SOURCE MATERIAL:
====

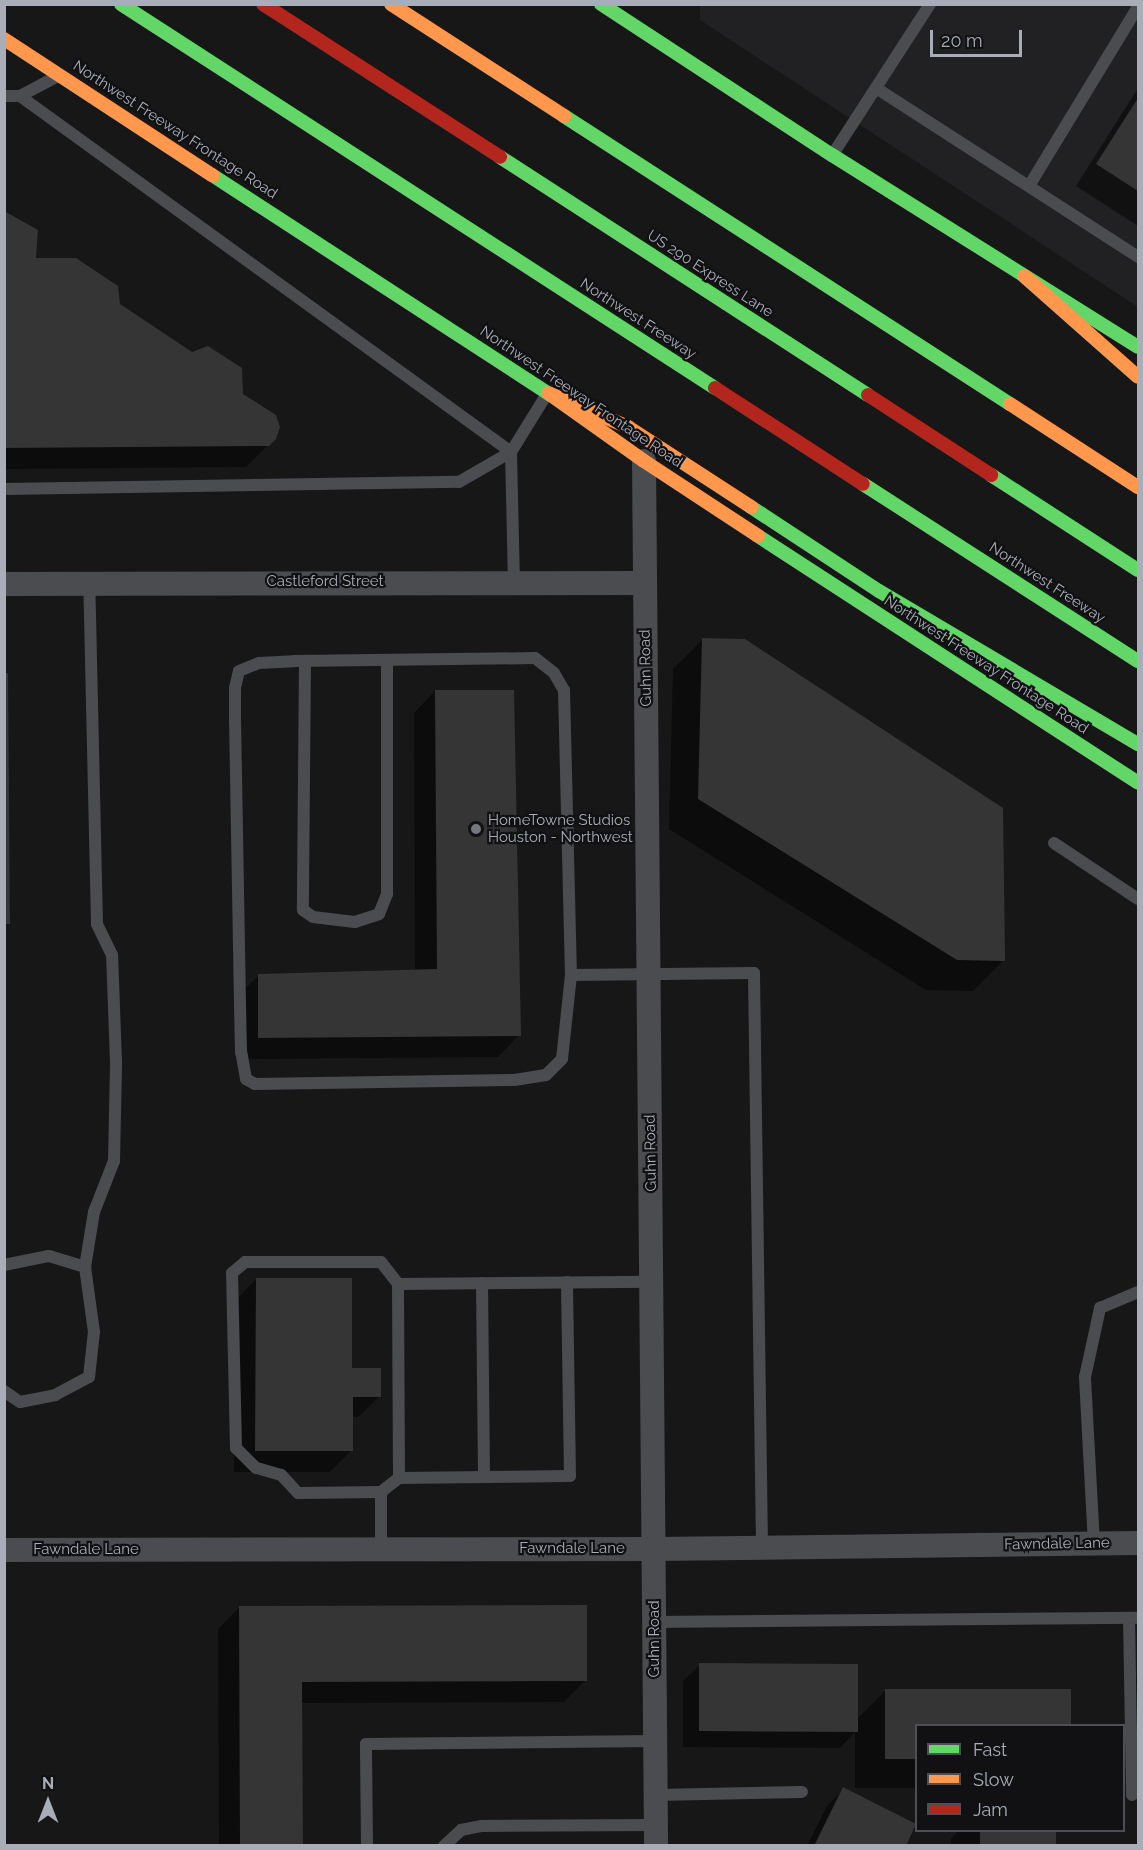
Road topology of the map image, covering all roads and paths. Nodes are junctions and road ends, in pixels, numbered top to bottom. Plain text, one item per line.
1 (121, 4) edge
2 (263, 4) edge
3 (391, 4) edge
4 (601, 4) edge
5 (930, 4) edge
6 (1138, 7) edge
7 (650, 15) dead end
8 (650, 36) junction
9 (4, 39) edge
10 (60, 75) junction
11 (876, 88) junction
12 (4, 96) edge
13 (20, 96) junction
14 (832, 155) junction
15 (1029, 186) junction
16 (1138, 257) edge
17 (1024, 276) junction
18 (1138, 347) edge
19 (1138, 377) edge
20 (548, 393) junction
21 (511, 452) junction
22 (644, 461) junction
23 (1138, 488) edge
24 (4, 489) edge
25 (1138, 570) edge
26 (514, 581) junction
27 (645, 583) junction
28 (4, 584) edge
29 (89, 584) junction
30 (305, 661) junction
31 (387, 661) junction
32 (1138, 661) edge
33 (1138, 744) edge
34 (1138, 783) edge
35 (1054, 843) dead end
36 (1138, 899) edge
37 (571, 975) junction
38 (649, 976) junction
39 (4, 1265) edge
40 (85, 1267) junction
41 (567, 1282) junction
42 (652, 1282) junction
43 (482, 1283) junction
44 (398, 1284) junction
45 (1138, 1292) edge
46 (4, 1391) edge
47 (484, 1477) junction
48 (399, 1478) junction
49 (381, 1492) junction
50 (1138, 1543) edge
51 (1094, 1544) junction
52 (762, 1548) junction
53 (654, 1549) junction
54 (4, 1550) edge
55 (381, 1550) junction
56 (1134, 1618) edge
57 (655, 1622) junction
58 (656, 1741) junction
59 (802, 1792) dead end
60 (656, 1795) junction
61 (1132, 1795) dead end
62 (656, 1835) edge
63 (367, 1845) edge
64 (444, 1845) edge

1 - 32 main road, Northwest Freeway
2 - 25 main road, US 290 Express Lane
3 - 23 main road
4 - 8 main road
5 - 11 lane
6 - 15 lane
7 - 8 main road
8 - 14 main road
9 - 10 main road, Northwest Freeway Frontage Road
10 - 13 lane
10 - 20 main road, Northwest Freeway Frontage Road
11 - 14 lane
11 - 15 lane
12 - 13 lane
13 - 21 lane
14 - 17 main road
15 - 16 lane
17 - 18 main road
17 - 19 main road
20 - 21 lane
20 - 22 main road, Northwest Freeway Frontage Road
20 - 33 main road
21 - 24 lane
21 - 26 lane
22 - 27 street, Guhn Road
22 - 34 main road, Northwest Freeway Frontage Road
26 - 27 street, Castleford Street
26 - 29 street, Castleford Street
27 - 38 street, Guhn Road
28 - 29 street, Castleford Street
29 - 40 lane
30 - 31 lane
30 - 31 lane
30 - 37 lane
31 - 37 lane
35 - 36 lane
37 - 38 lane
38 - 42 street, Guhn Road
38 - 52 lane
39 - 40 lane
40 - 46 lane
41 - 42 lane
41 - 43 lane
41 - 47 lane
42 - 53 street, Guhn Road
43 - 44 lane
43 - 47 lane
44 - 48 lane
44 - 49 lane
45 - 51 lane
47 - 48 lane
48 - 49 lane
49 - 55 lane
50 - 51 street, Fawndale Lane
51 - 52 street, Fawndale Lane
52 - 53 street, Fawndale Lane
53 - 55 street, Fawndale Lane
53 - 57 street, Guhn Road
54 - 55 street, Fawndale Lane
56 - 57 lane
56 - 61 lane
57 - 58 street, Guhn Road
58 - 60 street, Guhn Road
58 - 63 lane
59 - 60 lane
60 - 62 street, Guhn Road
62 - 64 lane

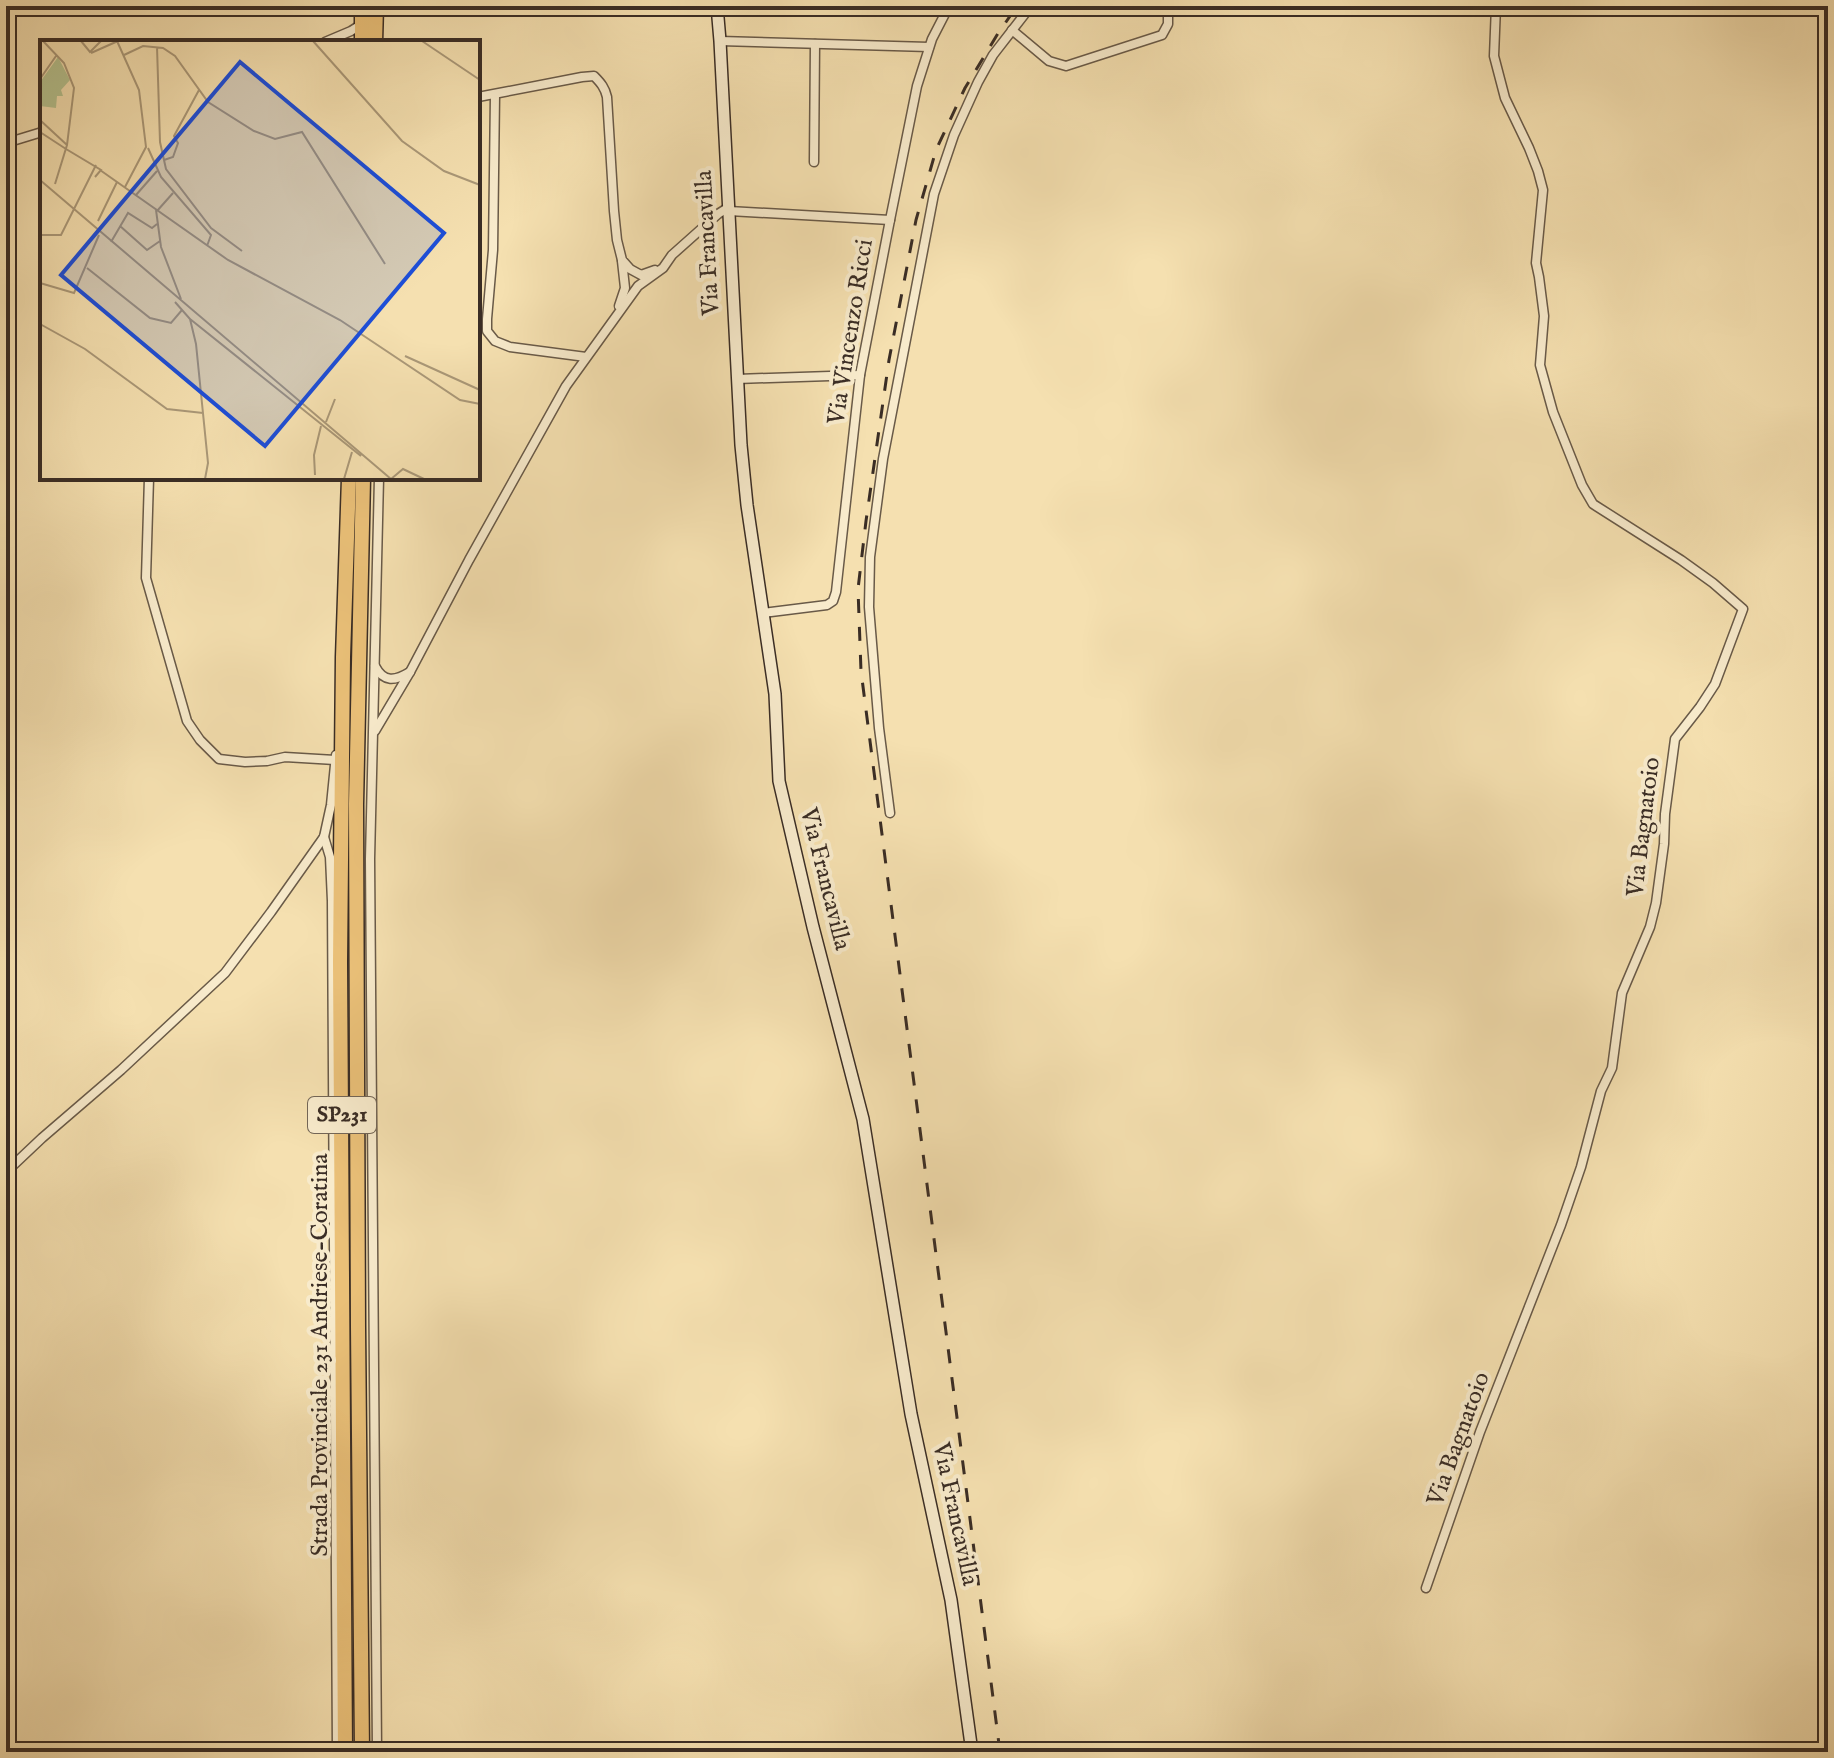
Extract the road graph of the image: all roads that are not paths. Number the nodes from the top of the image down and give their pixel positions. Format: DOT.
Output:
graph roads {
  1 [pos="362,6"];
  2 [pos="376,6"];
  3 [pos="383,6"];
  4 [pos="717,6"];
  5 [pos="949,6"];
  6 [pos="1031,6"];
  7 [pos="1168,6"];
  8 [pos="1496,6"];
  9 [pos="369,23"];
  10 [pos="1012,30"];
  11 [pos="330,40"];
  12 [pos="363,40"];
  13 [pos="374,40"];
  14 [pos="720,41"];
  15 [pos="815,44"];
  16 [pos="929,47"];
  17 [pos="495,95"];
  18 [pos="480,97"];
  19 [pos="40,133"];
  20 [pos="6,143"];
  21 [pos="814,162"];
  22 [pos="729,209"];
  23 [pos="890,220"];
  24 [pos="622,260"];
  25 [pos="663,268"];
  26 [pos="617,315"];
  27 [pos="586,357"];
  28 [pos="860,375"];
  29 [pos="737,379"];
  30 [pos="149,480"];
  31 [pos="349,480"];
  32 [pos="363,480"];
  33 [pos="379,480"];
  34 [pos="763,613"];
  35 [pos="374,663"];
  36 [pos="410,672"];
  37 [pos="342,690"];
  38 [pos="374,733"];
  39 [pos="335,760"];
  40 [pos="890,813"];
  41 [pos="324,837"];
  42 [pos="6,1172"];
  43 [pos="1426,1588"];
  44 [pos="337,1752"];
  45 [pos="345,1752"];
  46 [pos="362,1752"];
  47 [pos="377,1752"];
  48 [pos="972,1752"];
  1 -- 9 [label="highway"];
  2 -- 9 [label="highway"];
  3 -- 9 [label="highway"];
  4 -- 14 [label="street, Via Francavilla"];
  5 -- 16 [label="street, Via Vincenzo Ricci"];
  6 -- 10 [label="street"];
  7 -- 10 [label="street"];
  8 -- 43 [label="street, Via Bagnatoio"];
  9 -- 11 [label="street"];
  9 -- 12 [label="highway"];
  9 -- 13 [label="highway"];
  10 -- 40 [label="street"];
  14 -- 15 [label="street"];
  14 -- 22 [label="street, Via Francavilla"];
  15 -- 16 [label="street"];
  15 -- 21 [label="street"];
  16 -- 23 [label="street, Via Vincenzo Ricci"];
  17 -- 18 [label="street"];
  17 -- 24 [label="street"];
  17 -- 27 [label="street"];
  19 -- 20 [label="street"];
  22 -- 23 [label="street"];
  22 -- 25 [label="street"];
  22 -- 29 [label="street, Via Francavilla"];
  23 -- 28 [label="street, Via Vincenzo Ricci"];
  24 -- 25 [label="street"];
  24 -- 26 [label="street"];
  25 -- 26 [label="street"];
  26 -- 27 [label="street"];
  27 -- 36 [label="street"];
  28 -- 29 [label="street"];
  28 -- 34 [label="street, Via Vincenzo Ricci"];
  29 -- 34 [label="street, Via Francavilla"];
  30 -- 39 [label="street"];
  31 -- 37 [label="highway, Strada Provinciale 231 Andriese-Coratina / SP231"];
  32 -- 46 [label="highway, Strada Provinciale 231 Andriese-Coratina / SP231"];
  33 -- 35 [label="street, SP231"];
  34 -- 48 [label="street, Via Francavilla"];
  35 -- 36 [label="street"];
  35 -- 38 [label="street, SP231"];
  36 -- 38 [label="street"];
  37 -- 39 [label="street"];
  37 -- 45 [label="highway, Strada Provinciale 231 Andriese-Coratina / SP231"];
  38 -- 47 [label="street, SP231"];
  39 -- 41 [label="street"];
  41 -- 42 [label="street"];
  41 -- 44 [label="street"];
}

====

PROBLEM STATEMENT: Before writing out the material above, please remove its pictures; everything else stays exact.

EXERCISE RESPONSE:
Road topology of the map image, covering all roads and paths. Nodes are junctions and road ends, in pixels, numbered top to bottom. Plain text, one item per line.
1 (121, 4) edge
2 (263, 4) edge
3 (391, 4) edge
4 (601, 4) edge
5 (930, 4) edge
6 (1138, 7) edge
7 (650, 15) dead end
8 (650, 36) junction
9 (4, 39) edge
10 (60, 75) junction
11 (876, 88) junction
12 (4, 96) edge
13 (20, 96) junction
14 (832, 155) junction
15 (1029, 186) junction
16 (1138, 257) edge
17 (1024, 276) junction
18 (1138, 347) edge
19 (1138, 377) edge
20 (548, 393) junction
21 (511, 452) junction
22 (644, 461) junction
23 (1138, 488) edge
24 (4, 489) edge
25 (1138, 570) edge
26 (514, 581) junction
27 (645, 583) junction
28 (4, 584) edge
29 (89, 584) junction
30 (305, 661) junction
31 (387, 661) junction
32 (1138, 661) edge
33 (1138, 744) edge
34 (1138, 783) edge
35 (1054, 843) dead end
36 (1138, 899) edge
37 (571, 975) junction
38 (649, 976) junction
39 (4, 1265) edge
40 (85, 1267) junction
41 (567, 1282) junction
42 (652, 1282) junction
43 (482, 1283) junction
44 (398, 1284) junction
45 (1138, 1292) edge
46 (4, 1391) edge
47 (484, 1477) junction
48 (399, 1478) junction
49 (381, 1492) junction
50 (1138, 1543) edge
51 (1094, 1544) junction
52 (762, 1548) junction
53 (654, 1549) junction
54 (4, 1550) edge
55 (381, 1550) junction
56 (1134, 1618) edge
57 (655, 1622) junction
58 (656, 1741) junction
59 (802, 1792) dead end
60 (656, 1795) junction
61 (1132, 1795) dead end
62 (656, 1835) edge
63 (367, 1845) edge
64 (444, 1845) edge

1 - 32 main road, Northwest Freeway
2 - 25 main road, US 290 Express Lane
3 - 23 main road
4 - 8 main road
5 - 11 lane
6 - 15 lane
7 - 8 main road
8 - 14 main road
9 - 10 main road, Northwest Freeway Frontage Road
10 - 13 lane
10 - 20 main road, Northwest Freeway Frontage Road
11 - 14 lane
11 - 15 lane
12 - 13 lane
13 - 21 lane
14 - 17 main road
15 - 16 lane
17 - 18 main road
17 - 19 main road
20 - 21 lane
20 - 22 main road, Northwest Freeway Frontage Road
20 - 33 main road
21 - 24 lane
21 - 26 lane
22 - 27 street, Guhn Road
22 - 34 main road, Northwest Freeway Frontage Road
26 - 27 street, Castleford Street
26 - 29 street, Castleford Street
27 - 38 street, Guhn Road
28 - 29 street, Castleford Street
29 - 40 lane
30 - 31 lane
30 - 31 lane
30 - 37 lane
31 - 37 lane
35 - 36 lane
37 - 38 lane
38 - 42 street, Guhn Road
38 - 52 lane
39 - 40 lane
40 - 46 lane
41 - 42 lane
41 - 43 lane
41 - 47 lane
42 - 53 street, Guhn Road
43 - 44 lane
43 - 47 lane
44 - 48 lane
44 - 49 lane
45 - 51 lane
47 - 48 lane
48 - 49 lane
49 - 55 lane
50 - 51 street, Fawndale Lane
51 - 52 street, Fawndale Lane
52 - 53 street, Fawndale Lane
53 - 55 street, Fawndale Lane
53 - 57 street, Guhn Road
54 - 55 street, Fawndale Lane
56 - 57 lane
56 - 61 lane
57 - 58 street, Guhn Road
58 - 60 street, Guhn Road
58 - 63 lane
59 - 60 lane
60 - 62 street, Guhn Road
62 - 64 lane

Extract the road graph of the image: all roads that are not paths. Number the nodes from the top of the image down and give their pixel positions. Format: DOT.
Output:
graph roads {
  1 [pos="362,6"];
  2 [pos="376,6"];
  3 [pos="383,6"];
  4 [pos="717,6"];
  5 [pos="949,6"];
  6 [pos="1031,6"];
  7 [pos="1168,6"];
  8 [pos="1496,6"];
  9 [pos="369,23"];
  10 [pos="1012,30"];
  11 [pos="330,40"];
  12 [pos="363,40"];
  13 [pos="374,40"];
  14 [pos="720,41"];
  15 [pos="815,44"];
  16 [pos="929,47"];
  17 [pos="495,95"];
  18 [pos="480,97"];
  19 [pos="40,133"];
  20 [pos="6,143"];
  21 [pos="814,162"];
  22 [pos="729,209"];
  23 [pos="890,220"];
  24 [pos="622,260"];
  25 [pos="663,268"];
  26 [pos="617,315"];
  27 [pos="586,357"];
  28 [pos="860,375"];
  29 [pos="737,379"];
  30 [pos="149,480"];
  31 [pos="349,480"];
  32 [pos="363,480"];
  33 [pos="379,480"];
  34 [pos="763,613"];
  35 [pos="374,663"];
  36 [pos="410,672"];
  37 [pos="342,690"];
  38 [pos="374,733"];
  39 [pos="335,760"];
  40 [pos="890,813"];
  41 [pos="324,837"];
  42 [pos="6,1172"];
  43 [pos="1426,1588"];
  44 [pos="337,1752"];
  45 [pos="345,1752"];
  46 [pos="362,1752"];
  47 [pos="377,1752"];
  48 [pos="972,1752"];
  1 -- 9 [label="highway"];
  2 -- 9 [label="highway"];
  3 -- 9 [label="highway"];
  4 -- 14 [label="street, Via Francavilla"];
  5 -- 16 [label="street, Via Vincenzo Ricci"];
  6 -- 10 [label="street"];
  7 -- 10 [label="street"];
  8 -- 43 [label="street, Via Bagnatoio"];
  9 -- 11 [label="street"];
  9 -- 12 [label="highway"];
  9 -- 13 [label="highway"];
  10 -- 40 [label="street"];
  14 -- 15 [label="street"];
  14 -- 22 [label="street, Via Francavilla"];
  15 -- 16 [label="street"];
  15 -- 21 [label="street"];
  16 -- 23 [label="street, Via Vincenzo Ricci"];
  17 -- 18 [label="street"];
  17 -- 24 [label="street"];
  17 -- 27 [label="street"];
  19 -- 20 [label="street"];
  22 -- 23 [label="street"];
  22 -- 25 [label="street"];
  22 -- 29 [label="street, Via Francavilla"];
  23 -- 28 [label="street, Via Vincenzo Ricci"];
  24 -- 25 [label="street"];
  24 -- 26 [label="street"];
  25 -- 26 [label="street"];
  26 -- 27 [label="street"];
  27 -- 36 [label="street"];
  28 -- 29 [label="street"];
  28 -- 34 [label="street, Via Vincenzo Ricci"];
  29 -- 34 [label="street, Via Francavilla"];
  30 -- 39 [label="street"];
  31 -- 37 [label="highway, Strada Provinciale 231 Andriese-Coratina / SP231"];
  32 -- 46 [label="highway, Strada Provinciale 231 Andriese-Coratina / SP231"];
  33 -- 35 [label="street, SP231"];
  34 -- 48 [label="street, Via Francavilla"];
  35 -- 36 [label="street"];
  35 -- 38 [label="street, SP231"];
  36 -- 38 [label="street"];
  37 -- 39 [label="street"];
  37 -- 45 [label="highway, Strada Provinciale 231 Andriese-Coratina / SP231"];
  38 -- 47 [label="street, SP231"];
  39 -- 41 [label="street"];
  41 -- 42 [label="street"];
  41 -- 44 [label="street"];
}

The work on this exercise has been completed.